En cette Journée internationale pour l’élimination des violences à l’égard des femmes, le 25 novembre 2023, l’urgence et la complexité de cette cause se dévoilent dans toute leur ampleur. Malgré les avancées notables, notamment grâce aux mouvements #MeToo, le constat est amer : les violences persistantes révèlent un décalage alarmant entre les besoins croissants des victimes et les ressources allouées.
Où est l’argent ?
L’argent est incontestablement le nerf de la guerre ! Alors où est l’argent contre les violences faites aux femmes ? Une question posée comme un cri du cœur par La Fondation des femmes dans son rapport annuel 2023.
Ce n’est pas la première fois que la Fondation utilise cette interrogation de choc pour alerter sur le manque de moyens et interpeller les pouvoirs publics. L’intitulé de son rapport de 2018 avait inauguré la formule et est malheureusement toujours d’actualité cinq ans après, malgré les notables progrès résultant du « Grenelle des violences conjugales » de 2019. En effet, les associations font état d’une explosion de leurs besoins compte tenu de l’augmentation vertigineuse des femmes qui osent désormais les solliciter pour dénoncer des violences sexistes et sexuelles.
En ce sens, on peut saluer le succès des divers mouvements et initiatives #MeeToo qui ont levé le voile sur de nombreux tabous et craquelé la loi du silence, même si tous les acteurs du terrain s’accordent à penser qu’on est encore largement en-deçà de la réalité.
En clair, l’augmentation en valeur absolue du budget de l’État masque la baisse de 26 % des dépenses par victime de violences conjugales.
Mais c’est du côté des victimes de violences hors couple que le constat d’insuffisance est le plus flagrant.
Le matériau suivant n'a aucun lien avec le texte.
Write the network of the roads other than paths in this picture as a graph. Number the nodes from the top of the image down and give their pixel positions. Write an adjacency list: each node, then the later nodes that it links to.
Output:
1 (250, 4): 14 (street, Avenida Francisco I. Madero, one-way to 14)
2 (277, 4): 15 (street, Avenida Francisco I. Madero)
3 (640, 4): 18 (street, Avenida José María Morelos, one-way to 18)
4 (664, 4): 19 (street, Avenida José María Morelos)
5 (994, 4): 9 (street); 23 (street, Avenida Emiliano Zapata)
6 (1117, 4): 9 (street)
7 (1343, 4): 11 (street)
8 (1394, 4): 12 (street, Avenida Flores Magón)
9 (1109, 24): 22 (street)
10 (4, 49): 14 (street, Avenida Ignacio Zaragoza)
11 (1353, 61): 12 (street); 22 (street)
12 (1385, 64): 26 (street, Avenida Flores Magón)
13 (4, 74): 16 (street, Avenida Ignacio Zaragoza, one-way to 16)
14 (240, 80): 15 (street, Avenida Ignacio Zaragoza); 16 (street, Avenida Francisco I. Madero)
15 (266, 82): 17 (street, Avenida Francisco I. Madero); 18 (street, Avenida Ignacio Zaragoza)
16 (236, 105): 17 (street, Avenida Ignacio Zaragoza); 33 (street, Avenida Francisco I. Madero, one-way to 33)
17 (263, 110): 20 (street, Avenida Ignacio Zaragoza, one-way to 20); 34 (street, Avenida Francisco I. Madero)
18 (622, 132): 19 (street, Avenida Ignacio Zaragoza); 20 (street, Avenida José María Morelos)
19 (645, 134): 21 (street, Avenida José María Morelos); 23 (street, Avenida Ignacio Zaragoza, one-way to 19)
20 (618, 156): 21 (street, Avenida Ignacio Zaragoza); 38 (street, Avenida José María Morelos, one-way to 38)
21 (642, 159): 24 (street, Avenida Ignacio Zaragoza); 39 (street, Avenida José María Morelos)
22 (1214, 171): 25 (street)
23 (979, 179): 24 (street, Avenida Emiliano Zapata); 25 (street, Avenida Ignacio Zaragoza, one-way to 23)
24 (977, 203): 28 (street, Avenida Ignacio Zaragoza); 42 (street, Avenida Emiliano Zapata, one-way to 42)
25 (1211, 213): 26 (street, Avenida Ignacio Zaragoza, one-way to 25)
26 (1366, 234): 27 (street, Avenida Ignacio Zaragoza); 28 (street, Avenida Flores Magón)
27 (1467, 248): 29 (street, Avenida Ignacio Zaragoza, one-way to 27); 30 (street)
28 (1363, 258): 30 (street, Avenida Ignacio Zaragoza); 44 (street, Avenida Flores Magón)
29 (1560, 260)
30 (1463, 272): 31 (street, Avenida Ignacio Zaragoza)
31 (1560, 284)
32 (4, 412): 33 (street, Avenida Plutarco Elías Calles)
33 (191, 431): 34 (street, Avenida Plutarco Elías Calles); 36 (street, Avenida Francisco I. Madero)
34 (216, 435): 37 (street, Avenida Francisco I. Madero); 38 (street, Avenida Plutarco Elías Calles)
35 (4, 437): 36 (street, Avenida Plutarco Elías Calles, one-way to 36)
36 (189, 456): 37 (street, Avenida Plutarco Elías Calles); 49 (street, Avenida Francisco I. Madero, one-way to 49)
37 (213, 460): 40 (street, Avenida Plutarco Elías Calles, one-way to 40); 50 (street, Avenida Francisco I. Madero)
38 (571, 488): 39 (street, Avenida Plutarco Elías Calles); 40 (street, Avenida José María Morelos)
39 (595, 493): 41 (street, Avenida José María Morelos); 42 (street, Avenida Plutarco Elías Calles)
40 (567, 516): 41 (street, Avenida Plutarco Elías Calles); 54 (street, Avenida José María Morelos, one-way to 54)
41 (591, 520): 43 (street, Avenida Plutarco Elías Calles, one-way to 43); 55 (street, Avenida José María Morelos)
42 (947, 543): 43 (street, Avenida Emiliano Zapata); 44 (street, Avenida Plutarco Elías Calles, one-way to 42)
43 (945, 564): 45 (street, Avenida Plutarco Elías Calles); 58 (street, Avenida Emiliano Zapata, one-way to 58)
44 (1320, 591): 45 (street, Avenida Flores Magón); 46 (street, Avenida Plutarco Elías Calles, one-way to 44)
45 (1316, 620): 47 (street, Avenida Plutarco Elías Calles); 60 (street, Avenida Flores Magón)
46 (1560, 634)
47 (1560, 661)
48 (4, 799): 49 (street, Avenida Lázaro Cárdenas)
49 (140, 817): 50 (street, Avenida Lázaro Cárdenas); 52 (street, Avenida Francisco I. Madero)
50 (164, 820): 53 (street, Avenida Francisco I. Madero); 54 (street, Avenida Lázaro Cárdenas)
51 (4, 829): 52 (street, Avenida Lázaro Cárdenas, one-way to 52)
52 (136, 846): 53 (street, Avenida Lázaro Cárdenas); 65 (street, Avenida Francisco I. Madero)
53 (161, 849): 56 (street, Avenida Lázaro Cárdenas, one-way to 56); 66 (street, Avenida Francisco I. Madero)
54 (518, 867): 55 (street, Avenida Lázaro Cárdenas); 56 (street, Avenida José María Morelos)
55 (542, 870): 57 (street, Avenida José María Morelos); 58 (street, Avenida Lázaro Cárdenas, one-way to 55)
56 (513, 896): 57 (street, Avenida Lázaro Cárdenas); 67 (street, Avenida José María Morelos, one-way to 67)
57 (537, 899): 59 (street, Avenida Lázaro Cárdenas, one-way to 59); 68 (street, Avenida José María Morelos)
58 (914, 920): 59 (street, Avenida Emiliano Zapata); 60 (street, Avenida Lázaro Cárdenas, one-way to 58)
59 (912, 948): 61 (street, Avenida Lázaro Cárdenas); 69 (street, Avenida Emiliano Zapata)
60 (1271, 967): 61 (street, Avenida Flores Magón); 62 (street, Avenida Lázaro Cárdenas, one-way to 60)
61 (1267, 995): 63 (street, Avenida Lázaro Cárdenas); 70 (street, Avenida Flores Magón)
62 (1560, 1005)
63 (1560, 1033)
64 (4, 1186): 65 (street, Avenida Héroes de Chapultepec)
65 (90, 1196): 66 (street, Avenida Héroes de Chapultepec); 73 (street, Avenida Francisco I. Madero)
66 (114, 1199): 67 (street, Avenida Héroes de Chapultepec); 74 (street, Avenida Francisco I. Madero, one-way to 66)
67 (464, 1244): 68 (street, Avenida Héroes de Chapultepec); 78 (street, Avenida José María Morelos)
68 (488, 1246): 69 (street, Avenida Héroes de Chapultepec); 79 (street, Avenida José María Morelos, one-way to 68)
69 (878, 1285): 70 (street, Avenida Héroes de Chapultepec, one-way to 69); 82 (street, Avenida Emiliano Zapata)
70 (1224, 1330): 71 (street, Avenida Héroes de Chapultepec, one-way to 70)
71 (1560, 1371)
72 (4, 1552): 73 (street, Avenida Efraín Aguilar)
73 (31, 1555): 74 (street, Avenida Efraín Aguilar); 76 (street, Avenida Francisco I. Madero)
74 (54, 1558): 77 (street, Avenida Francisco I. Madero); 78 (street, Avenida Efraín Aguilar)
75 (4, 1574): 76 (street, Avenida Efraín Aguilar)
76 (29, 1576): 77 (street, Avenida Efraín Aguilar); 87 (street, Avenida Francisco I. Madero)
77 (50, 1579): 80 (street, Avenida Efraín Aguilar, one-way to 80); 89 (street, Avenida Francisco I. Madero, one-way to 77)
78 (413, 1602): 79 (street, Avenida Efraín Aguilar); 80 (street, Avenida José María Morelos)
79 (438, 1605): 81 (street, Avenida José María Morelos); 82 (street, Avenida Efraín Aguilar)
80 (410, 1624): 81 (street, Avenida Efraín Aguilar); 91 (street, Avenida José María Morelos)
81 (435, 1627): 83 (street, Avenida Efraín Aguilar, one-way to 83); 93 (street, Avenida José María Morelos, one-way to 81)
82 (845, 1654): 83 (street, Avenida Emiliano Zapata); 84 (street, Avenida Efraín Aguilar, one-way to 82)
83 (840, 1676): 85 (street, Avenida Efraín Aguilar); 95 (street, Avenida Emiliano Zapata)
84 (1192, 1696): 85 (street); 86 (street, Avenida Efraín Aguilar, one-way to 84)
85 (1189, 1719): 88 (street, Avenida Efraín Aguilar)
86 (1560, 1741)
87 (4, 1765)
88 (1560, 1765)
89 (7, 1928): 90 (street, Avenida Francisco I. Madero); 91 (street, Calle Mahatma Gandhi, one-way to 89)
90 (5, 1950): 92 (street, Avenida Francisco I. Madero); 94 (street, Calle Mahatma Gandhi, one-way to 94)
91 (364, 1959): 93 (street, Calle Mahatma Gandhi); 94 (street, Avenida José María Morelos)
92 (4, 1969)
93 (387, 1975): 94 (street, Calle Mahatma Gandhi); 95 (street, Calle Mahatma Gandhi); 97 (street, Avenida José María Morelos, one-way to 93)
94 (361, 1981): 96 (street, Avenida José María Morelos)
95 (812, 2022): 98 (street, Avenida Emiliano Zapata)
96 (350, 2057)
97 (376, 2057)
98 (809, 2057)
Un budget en légère augmentation depuis 2018 mais qui reste dérisoire et dénote, toujours selon la Fondation, une « véritable zone blanche politique ».
En 2020 déjà, un rapport du Sénat, pointait ces insuffisances ; soulignant notamment que « Le bénévolat est la règle dans la majorité des structures associatives œuvrant pour le droit des femmes et la lutte contre les violences, en raison notamment d’un manque de moyens financiers pour recruter » et dénonçant en même temps un manque général de visibilité budgétaire qui affaiblit l’action et l’efficacité de ces organisations.
Pour exemple, le financement public alloué à la Ligne téléphonique du Collectif féministe contre le viol correspond à l’équivalent de 0,20 EUR par victime écoutée.
La société civile joue donc les bouche-trous du manque de moyens publics !
Pour résumer, la Fondation des femmes rappelle qu’en 2023 l’État a investi 171,7 millions d’euros dans le domaine des violences conjugales (pour une fourchette haute/basse d’estimation des besoins comprise entre 2,3 et 3,2 milliards d’euros) et seulement 12,7 millions d’euros dans la lutte contre les violences sexistes sexuelles (la fourchette haute/basse d’estimations des besoins s’établit entre 344 millions et 2,2 milliards d’euros).
Une révolution budgétaire s’impose !
Stagnation sociétale !
Le volet sociétal de la thématique serait-il plus avancé que le volet budgétaire ? On peut rêver !
Ce n’est en tout cas pas le constat de l’Observatoire des VSS en politique que nous avions déjà présenté, ni celui de l’Observatoire des violences sexuelles et sexistes dans l’Enseignement supérieur
Courant 2023, ces deux organismes ont respectivement publié une étude intitulée « Analyse des réactions des personnalités politiques mises en cause pour violences sexistes et sexuelles, de celles de leurs entourages et de leurs conséquences » et un « Baromètre des violences sexistes et sexuelles dans l’Enseignement supérieur ».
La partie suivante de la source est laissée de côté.